● **Task instructions**:
Check each line of the listing for the word "Matahari" and report the ones that have it.

Segment Open

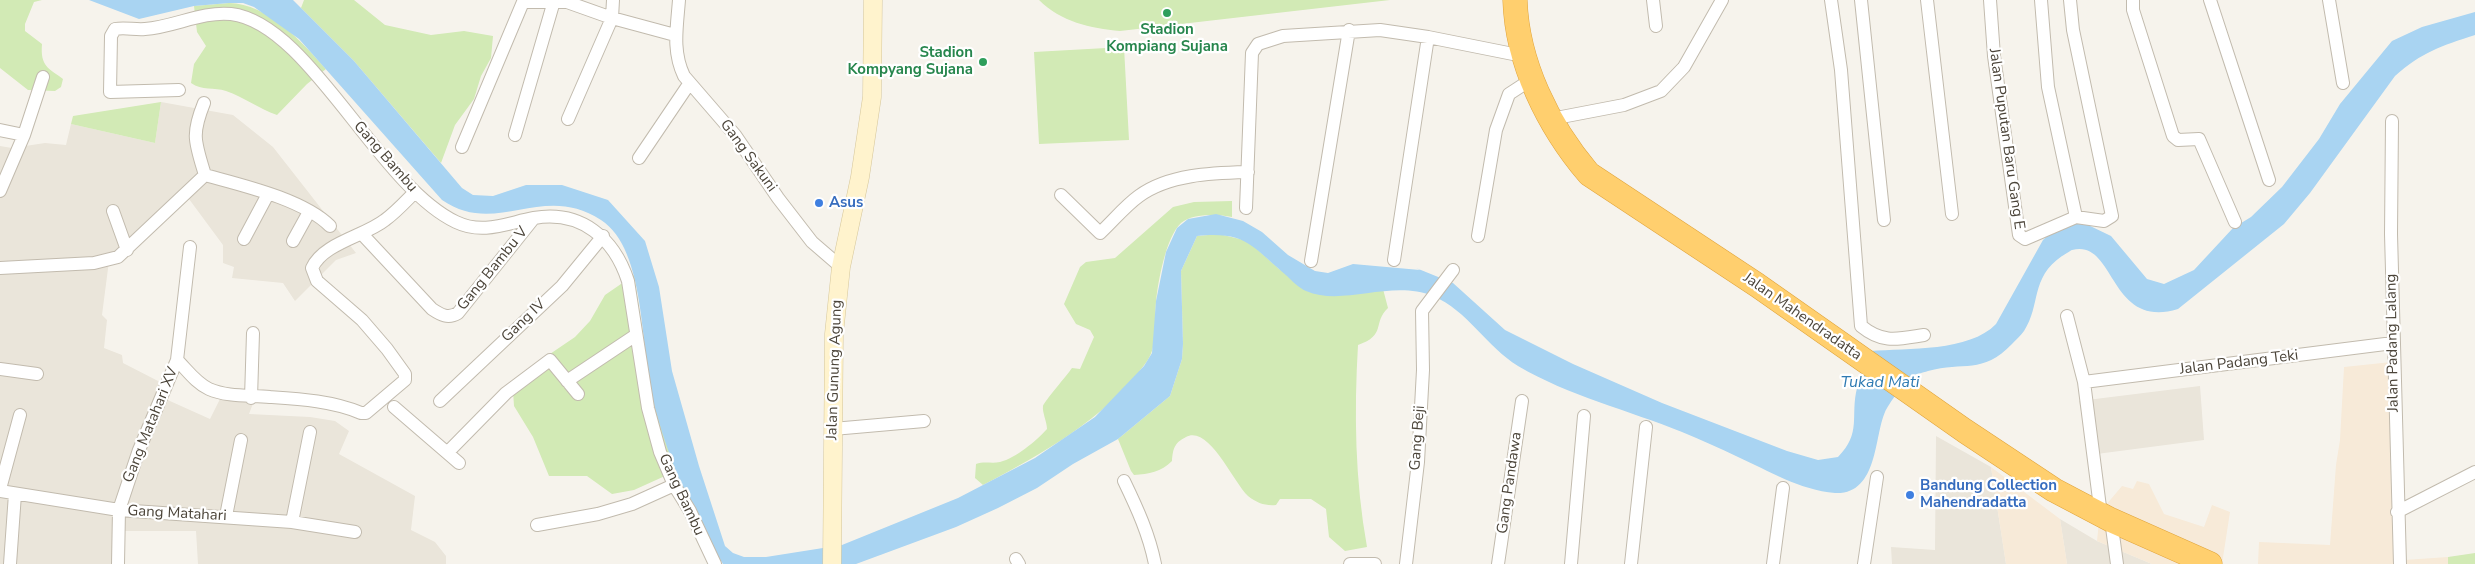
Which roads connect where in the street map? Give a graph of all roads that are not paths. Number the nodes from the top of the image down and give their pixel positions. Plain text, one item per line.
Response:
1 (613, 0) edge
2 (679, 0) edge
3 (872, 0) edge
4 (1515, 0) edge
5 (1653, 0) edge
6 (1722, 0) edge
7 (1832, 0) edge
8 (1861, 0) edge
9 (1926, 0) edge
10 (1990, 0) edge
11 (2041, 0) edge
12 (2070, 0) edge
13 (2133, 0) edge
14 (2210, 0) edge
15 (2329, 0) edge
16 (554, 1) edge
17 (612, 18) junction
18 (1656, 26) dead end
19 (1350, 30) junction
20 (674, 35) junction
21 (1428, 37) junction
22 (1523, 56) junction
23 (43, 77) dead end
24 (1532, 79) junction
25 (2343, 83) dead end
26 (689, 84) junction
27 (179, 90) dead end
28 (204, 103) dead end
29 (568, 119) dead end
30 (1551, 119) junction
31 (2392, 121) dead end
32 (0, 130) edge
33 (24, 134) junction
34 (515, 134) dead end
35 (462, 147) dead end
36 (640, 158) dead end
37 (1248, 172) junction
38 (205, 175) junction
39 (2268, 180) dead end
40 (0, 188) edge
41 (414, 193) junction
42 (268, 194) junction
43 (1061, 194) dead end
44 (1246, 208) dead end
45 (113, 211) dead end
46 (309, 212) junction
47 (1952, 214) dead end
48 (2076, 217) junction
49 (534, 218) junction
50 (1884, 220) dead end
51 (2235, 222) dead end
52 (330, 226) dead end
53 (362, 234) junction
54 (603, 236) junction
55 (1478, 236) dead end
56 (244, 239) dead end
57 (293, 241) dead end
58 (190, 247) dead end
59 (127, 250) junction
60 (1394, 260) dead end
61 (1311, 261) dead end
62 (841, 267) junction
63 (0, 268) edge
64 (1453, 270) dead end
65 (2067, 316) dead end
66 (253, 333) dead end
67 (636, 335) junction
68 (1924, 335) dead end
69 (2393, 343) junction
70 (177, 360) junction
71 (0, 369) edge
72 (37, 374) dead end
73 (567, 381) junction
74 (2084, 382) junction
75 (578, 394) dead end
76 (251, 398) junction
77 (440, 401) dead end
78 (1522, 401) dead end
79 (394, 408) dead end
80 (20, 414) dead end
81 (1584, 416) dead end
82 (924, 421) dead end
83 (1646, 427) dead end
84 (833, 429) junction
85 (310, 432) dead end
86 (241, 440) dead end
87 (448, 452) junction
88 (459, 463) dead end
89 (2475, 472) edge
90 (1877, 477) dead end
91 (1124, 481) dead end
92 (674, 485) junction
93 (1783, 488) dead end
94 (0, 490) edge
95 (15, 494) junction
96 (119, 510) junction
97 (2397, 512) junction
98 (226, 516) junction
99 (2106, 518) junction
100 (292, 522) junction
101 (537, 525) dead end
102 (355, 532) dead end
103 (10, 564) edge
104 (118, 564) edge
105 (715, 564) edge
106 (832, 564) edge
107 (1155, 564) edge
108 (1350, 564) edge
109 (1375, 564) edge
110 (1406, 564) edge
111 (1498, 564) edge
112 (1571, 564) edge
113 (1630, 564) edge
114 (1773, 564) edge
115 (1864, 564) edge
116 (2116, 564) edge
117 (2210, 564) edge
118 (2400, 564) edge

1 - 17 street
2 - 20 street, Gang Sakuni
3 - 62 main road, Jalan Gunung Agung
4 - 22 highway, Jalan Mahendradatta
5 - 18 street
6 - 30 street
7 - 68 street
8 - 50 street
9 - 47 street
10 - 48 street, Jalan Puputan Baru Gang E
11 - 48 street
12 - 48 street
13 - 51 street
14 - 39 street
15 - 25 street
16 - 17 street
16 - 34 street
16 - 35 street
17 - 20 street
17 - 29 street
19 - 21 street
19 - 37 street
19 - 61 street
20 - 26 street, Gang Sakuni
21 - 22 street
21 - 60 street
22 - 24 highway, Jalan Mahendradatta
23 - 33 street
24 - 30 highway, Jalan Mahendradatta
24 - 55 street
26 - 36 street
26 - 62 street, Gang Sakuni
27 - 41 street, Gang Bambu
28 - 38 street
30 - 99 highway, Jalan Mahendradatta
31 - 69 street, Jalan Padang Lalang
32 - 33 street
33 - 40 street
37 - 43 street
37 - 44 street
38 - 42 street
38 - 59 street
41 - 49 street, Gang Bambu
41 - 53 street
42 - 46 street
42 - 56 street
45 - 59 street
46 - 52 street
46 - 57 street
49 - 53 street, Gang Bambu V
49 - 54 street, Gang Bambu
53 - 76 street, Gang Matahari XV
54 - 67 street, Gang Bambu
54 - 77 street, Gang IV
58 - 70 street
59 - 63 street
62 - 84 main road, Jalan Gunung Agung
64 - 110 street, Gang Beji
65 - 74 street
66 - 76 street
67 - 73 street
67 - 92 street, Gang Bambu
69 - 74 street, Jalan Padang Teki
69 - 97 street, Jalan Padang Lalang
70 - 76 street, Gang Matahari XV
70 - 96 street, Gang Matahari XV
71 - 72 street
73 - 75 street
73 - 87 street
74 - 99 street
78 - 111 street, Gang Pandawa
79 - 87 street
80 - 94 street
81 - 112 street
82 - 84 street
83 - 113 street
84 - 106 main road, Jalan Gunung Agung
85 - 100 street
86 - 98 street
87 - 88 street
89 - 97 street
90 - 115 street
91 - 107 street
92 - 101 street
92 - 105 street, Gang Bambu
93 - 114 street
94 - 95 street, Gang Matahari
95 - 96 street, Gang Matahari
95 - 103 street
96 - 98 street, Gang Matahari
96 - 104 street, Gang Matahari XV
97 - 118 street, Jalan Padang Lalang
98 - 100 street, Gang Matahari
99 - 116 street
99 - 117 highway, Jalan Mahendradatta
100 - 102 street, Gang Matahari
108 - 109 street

Segment Closed

● **Result of this task**:
53 - 76 street, Gang Matahari XV
70 - 76 street, Gang Matahari XV
70 - 96 street, Gang Matahari XV
94 - 95 street, Gang Matahari
95 - 96 street, Gang Matahari
96 - 98 street, Gang Matahari
96 - 104 street, Gang Matahari XV
98 - 100 street, Gang Matahari
100 - 102 street, Gang Matahari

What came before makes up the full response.